It is somewhat disturbing to read of the spat between two popular TV actresses (“Pan Lingling's alleged comments on relationships of Hong Huifang's children led to their split” (July 25, 2018, The Straits Times).
Even more troubling now is that a former Ex-MediaCorp actress Julie Tan has joined in the fray – as reported in “Julie Tan hits back after Hong-Pan spat casts spotlight on love life” (The New Paper, July 25, 2018).
Relationships can be so tricky, and even the best of friends can fall out when hurtful words said on the spur of the moment causes anger, bitterness, jealousy, envy and resentment. Spats can also take place in homes when relationships turn sour.
Given that these two artistes have a large fan base, it does not augur well for both of them as well as for MediaCorp to vent out their dispute that has caught the attention of the media. Added to that, morale among their fellow artistes can take a beating. If these issues are not handled properly, the reputation of MediaCorp will suffer. We should not allow this to happen to our national broadcasting station. It would help if the MediaCorp HR department counsels the celebrities involved so that others who feel upset about this spat will not jump on the bandwagon.
MediaCorp has done exceptionally well by showing kindness to the less fortunate in Singapore through their on-going fun-raising shows on TV, programmes that raises awareness of those with special needs and through their staff who do community work. Such kindness must be ingrained in all their employees.
In all relationships, we need to embrace understanding, forgiveness, love and care for one another, as life is so very fragile.
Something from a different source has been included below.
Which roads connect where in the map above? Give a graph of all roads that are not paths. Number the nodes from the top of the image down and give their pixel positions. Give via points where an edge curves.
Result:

Just read the reports of people in Vietnam and Philippines who are struggling to cope with natural disasters, the collapse of a dam in Laos and the heatwave that has devastated the lives of thousands in Japan to fully understand what an uncertain world we now live in.
Though these events are mind boggling, we have also seen that out of such human tragedy, it is the milk of human kindness that has united people together – against the odds.
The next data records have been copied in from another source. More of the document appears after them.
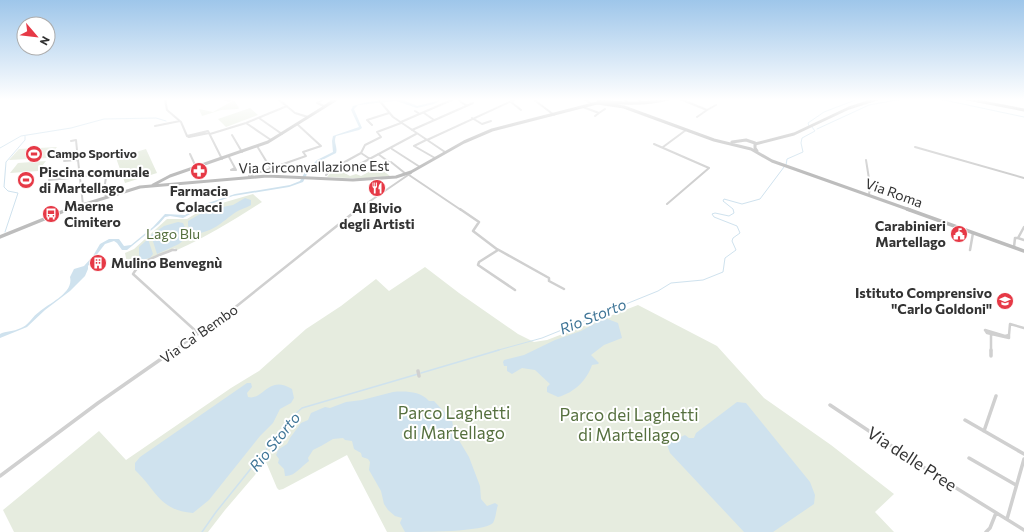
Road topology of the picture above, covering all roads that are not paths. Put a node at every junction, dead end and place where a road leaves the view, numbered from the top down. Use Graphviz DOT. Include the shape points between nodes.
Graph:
graph roads {
  1 [pos="164,124"];
  2 [pos="182,124"];
  3 [pos="243,124"];
  4 [pos="247,124"];
  5 [pos="267,124"];
  6 [pos="297,124"];
  7 [pos="399,124"];
  8 [pos="402,124"];
  9 [pos="426,124"];
  10 [pos="460,124"];
  11 [pos="515,124"];
  12 [pos="671,124"];
  13 [pos="817,124"];
  14 [pos="155,126"];
  15 [pos="412,130"];
  16 [pos="686,130"];
  17 [pos="209,133"];
  18 [pos="417,133"];
  19 [pos="282,134"];
  20 [pos="232,135"];
  21 [pos="272,140"];
  22 [pos="427,140"];
  23 [pos="751,140"];
  24 [pos="71,141"];
  25 [pos="738,141"];
  26 [pos="766,141"];
  27 [pos="725,142"];
  28 [pos="654,144"];
  29 [pos="740,145"];
  30 [pos="257,146"];
  31 [pos="755,146"];
  32 [pos="915,147"];
  33 [pos="392,148"];
  34 [pos="663,148"];
  35 [pos="749,148"];
  36 [pos="242,152"];
  37 [pos="445,152"];
  38 [pos="361,153"];
  39 [pos="758,153"];
  40 [pos="190,154"];
  41 [pos="378,154"];
  42 [pos="228,157"];
  43 [pos="434,158"];
  44 [pos="222,159"];
  45 [pos="370,159"];
  46 [pos="78,160"];
  47 [pos="866,160"];
  48 [pos="64,161"];
  49 [pos="420,167"];
  50 [pos="196,168"];
  51 [pos="235,168"];
  52 [pos="271,169"];
  53 [pos="347,171"];
  54 [pos="179,174"];
  55 [pos="258,174"];
  56 [pos="407,174"];
  57 [pos="175,175"];
  58 [pos="326,175"];
  59 [pos="81,177"];
  60 [pos="168,177"];
  61 [pos="254,177"];
  62 [pos="394,177"];
  63 [pos="248,178"];
  64 [pos="1024,178"];
  65 [pos="49,180"];
  66 [pos="397,182"];
  67 [pos="177,184"];
  68 [pos="393,184"];
  69 [pos="162,185"];
  70 [pos="151,186"];
  71 [pos="869,195"];
  72 [pos="106,197"];
  73 [pos="667,204"];
  74 [pos="83,205"];
  75 [pos="1024,227"];
  76 [pos="973,232"];
  77 [pos="0,237"];
  78 [pos="1018,238"];
  79 [pos="1023,240"];
  80 [pos="1014,247"];
  81 [pos="498,249"];
  82 [pos="176,250"];
  83 [pos="970,250"];
  84 [pos="1024,251"];
  85 [pos="564,289"];
  86 [pos="515,290"];
  87 [pos="1024,328"];
  88 [pos="200,334"];
  89 [pos="991,334"];
  90 [pos="1009,335"];
  91 [pos="991,356"];
  92 [pos="418,371"];
  93 [pos="419,376"];
  94 [pos="996,396"];
  95 [pos="830,405"];
  96 [pos="965,420"];
  97 [pos="984,431"];
  98 [pos="1024,454"];
  99 [pos="969,458"];
  100 [pos="1024,459"];
  101 [pos="1023,467"];
  102 [pos="0,476"];
  103 [pos="1016,485"];
  104 [pos="996,513"];
  105 [pos="1007,519"];
  106 [pos="1024,530"];
  107 [pos="986,532"];
  1 -- 14 [label="street"];
  2 -- 17 [label="street" via="188,137"];
  3 -- 17 [label="street"];
  4 -- 21 [label="street"];
  5 -- 19 [label="street"];
  6 -- 19 [label="street"];
  6 -- 52 [label="street" via="321,146 303,152 306,156"];
  7 -- 38 [label="street" via="376,132 381,137 365,145"];
  8 -- 15 [label="street"];
  9 -- 15 [label="street"];
  10 -- 22 [label="street"];
  11 -- 37 [label="street, Via Circonvallazione Est" via="475,137"];
  12 -- 16 [label="street"];
  13 -- 26 [label="street" via="790,136"];
  15 -- 18 [label="street"];
  16 -- 27 [label="street"];
  16 -- 34 [label="street"];
  17 -- 44 [label="street"];
  18 -- 22 [label="street"];
  18 -- 41 [label="street"];
  19 -- 21 [label="street"];
  20 -- 36 [label="street"];
  21 -- 30 [label="street"];
  22 -- 37 [label="street"];
  22 -- 43 [label="street" via="414,146"];
  23 -- 25 [label="street"];
  23 -- 26 [label="street"];
  23 -- 31 [label="street"];
  24 -- 46 [label="street" via="76,140"];
  25 -- 27 [label="street"];
  25 -- 29 [label="street"];
  26 -- 31 [label="street"];
  27 -- 29 [label="street, Via Roma"];
  28 -- 34 [label="street"];
  29 -- 35 [label="street, Via Roma"];
  30 -- 36 [label="street"];
  30 -- 52 [label="street"];
  31 -- 35 [label="street"];
  31 -- 39 [label="street"];
  32 -- 64 [label="street"];
  33 -- 49 [label="street, Via Circonvallazione Est"];
  34 -- 73 [label="street" via="708,168"];
  35 -- 39 [label="street, Via Roma"];
  36 -- 42 [label="street"];
  37 -- 43 [label="street, Via Circonvallazione Est"];
  38 -- 45 [label="street"];
  38 -- 58 [label="street"];
  39 -- 71 [label="street, Via Roma" via="772,161"];
  40 -- 50 [label="street"];
  41 -- 45 [label="street"];
  41 -- 56 [label="street"];
  42 -- 44 [label="street"];
  42 -- 51 [label="street"];
  43 -- 49 [label="street, Via Circonvallazione Est"];
  44 -- 50 [label="street"];
  45 -- 53 [label="street"];
  46 -- 48 [label="street"];
  46 -- 59 [label="street"];
  47 -- 71 [label="street"];
  49 -- 56 [label="street, Via Circonvallazione Est"];
  50 -- 54 [label="street"];
  52 -- 55 [label="street"];
  54 -- 57 [label="street"];
  54 -- 60 [label="street"];
  55 -- 61 [label="street"];
  55 -- 63 [label="street"];
  56 -- 62 [label="street, Via Circonvallazione Est"];
  56 -- 66 [label="street, Via Ca' Bembo"];
  56 -- 81 [label="street" via="478,221 480,223 473,231"];
  57 -- 67 [label="street" via="171,180"];
  57 -- 69 [label="street"];
  59 -- 65 [label="street"];
  59 -- 72 [label="street" via="97,173 105,175"];
  59 -- 74 [label="street"];
  60 -- 69 [label="street"];
  60 -- 70 [label="street"];
  61 -- 62 [label="street, Via Circonvallazione Est" via="367,180"];
  61 -- 63 [label="street, Via Circonvallazione Est"];
  62 -- 66 [label="street" via="398,179"];
  62 -- 68 [label="street"];
  63 -- 67 [label="street, Via Circonvallazione Est"];
  66 -- 68 [label="street, Via Ca' Bembo"];
  67 -- 69 [label="street, Via Circonvallazione Est"];
  68 -- 88 [label="street, Via Ca' Bembo"];
  69 -- 70 [label="street, Via Circonvallazione Est"];
  70 -- 72 [label="street, Via Circonvallazione Est" via="134,188"];
  71 -- 76 [label="street, Via Roma"];
  72 -- 74 [label="street, Via Circonvallazione Est"];
  74 -- 77 [label="street, Via Circonvallazione Est"];
  75 -- 78 [label="street"];
  76 -- 80 [label="street, Via Roma"];
  76 -- 83 [label="street"];
  78 -- 79 [label="street"];
  78 -- 80 [label="street" via="1015,238"];
  80 -- 84 [label="street, Via Roma"];
  81 -- 85 [label="street"];
  81 -- 86 [label="street" via="478,265"];
  82 -- 88 [label="street" via="144,263 133,274"];
  87 -- 90 [label="street" via="1010,324"];
  88 -- 102 [label="street, Via Ca' Bembo" via="98,403"];
  89 -- 90 [label="street" via="1005,340"];
  89 -- 90 [label="street" via="984,330"];
  89 -- 91 [label="street"];
  92 -- 93 [label="street"];
  94 -- 97 [label="street"];
  95 -- 104 [label="street, Via delle Pree"];
  96 -- 97 [label="street"];
  97 -- 98 [label="street"];
  99 -- 103 [label="street"];
  100 -- 101 [label="street"];
  101 -- 103 [label="street"];
  103 -- 105 [label="street"];
  104 -- 105 [label="street, Via delle Pree"];
  104 -- 107 [label="street"];
  105 -- 106 [label="street, Via delle Pree"];
}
Many people and organisations will readily step forward to provide that much-needed assistance and give a glimmer of hope to those in chaos. And on all accounts, it so important to practise the virtue of kindness.
If we want to build a better home here in Singapore – for both locals and foreigners who live here, then everyone of us, including the media, must take on that added responsibility of bringing people closer together and bonding them. More so when we live in a fast-paced environment with so much uncertainties coming on-stream.
This brings to my mind, my number 1 choice song which is, “Try a little kindness”, sung by well-known country and western singer Glen Campbell. It is one of my favourite songs because to me, the lyrics bear an important message, a forgotten virtue, often overlooked in this complicated world of increasing stress and strain, greed and selfishness. The message is one of showing kindness to another.
The Hollies smash hit, “He ain’t heavy, he’s my brother”, is yet another meaningful song because it too touches on the struggles in life and the apparent need for people to help one another.
That said, I urge both Pan Lingling and Hong Huifang to set aside their differences, don’t hold anymore grudges, embrace kindness and then work towards reconciliation.